George Hawkins had a long to-do list when he left the Greensville Correctional Center on May 3, a free man for the first time in his adult life: stay out of trouble, find work, enroll in school, and relearn the streets of Richmond, which he hasn’t known since he was locked up at age 17.
And, crucially to him: register to vote.
Since his release last month, Hawkins, who spent 13 years in prison, has secured stable housing with his father, made money by painting houses and repairing cars, and started taking college courses in business administration. But he will not be able to vote in Virginia’s elections on Tuesday, barring a last-minute reprieve, due to a new policy Governor Glenn Youngkin announced in March.
Under Youngkin’s predecessor, Virginians automatically regained the right to vote upon leaving prison, an approach that would have made Hawkins eligible to vote. But Youngkin has revived the state’s lifetime ban on voting for people with felony convictions. Now Hawkins and the approximately 12,000 people released from Virginia prisons each year—a population in which Black people are massively overrepresented—must apply to the governor, who determines on an individual basis who deserves to regain their right to participate in the democratic process.

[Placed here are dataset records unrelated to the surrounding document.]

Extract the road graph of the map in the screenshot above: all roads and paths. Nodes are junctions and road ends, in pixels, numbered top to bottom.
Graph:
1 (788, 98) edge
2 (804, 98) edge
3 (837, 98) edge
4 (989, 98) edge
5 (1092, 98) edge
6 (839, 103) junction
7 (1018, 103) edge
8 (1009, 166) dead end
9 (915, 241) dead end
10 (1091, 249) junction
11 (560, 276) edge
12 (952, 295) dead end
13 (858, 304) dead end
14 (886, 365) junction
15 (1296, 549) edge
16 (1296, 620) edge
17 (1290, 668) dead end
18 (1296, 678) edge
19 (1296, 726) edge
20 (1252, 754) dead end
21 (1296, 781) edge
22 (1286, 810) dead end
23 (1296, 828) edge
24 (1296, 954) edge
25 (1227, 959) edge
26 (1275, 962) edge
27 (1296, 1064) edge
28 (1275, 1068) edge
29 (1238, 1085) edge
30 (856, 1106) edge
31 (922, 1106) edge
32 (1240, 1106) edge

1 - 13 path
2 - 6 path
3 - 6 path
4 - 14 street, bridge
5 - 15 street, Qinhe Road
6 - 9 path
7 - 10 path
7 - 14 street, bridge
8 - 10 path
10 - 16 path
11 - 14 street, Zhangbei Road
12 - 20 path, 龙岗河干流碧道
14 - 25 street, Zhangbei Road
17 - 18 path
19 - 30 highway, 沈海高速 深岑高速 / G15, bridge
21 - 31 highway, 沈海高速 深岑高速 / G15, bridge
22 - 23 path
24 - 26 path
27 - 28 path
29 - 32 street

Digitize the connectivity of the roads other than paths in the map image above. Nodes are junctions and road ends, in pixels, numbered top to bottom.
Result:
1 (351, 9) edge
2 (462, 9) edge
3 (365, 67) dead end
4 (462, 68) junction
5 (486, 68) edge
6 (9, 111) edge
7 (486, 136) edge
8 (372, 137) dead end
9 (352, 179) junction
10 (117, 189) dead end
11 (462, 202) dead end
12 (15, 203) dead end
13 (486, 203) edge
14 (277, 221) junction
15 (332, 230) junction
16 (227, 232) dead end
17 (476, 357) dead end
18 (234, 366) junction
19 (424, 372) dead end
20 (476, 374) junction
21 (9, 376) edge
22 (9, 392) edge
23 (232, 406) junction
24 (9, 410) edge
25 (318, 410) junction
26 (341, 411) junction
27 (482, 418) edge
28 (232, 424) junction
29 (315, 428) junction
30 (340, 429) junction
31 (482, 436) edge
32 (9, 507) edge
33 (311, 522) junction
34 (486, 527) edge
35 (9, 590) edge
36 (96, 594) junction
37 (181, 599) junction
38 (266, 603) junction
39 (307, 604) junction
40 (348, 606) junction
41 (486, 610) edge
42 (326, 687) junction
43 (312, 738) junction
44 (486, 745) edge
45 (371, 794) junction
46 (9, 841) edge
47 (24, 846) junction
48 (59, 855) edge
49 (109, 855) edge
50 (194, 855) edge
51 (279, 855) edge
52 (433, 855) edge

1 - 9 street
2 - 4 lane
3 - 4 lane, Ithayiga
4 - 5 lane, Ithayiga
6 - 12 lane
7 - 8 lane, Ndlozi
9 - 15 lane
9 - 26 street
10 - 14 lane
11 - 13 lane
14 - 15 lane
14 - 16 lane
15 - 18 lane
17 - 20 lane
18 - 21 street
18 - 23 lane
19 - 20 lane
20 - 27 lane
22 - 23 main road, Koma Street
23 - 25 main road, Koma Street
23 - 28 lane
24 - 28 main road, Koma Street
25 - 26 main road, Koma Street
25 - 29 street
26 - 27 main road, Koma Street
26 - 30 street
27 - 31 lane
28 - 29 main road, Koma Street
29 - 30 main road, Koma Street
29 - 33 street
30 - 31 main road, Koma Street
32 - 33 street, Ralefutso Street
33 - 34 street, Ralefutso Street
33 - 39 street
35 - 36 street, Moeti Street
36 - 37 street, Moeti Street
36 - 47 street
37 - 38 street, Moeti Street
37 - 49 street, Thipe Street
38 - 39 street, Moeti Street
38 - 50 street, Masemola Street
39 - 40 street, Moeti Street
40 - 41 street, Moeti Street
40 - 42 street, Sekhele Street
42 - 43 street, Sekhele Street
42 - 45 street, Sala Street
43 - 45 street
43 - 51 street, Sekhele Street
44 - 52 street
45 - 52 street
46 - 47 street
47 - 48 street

Hawkins has never voted, but says he dreamed of doing so while he was incarcerated. He applied for voting rights soon after leaving lockup, hoping he could participate in the June 20 primary elections. As that date approaches, he still isn’t sure where his application stands, or even how or where to ask for an update. Unless the governor deems him worthy of casting a ballot in the coming days, Hawkins will miss out on the first election since he was freed.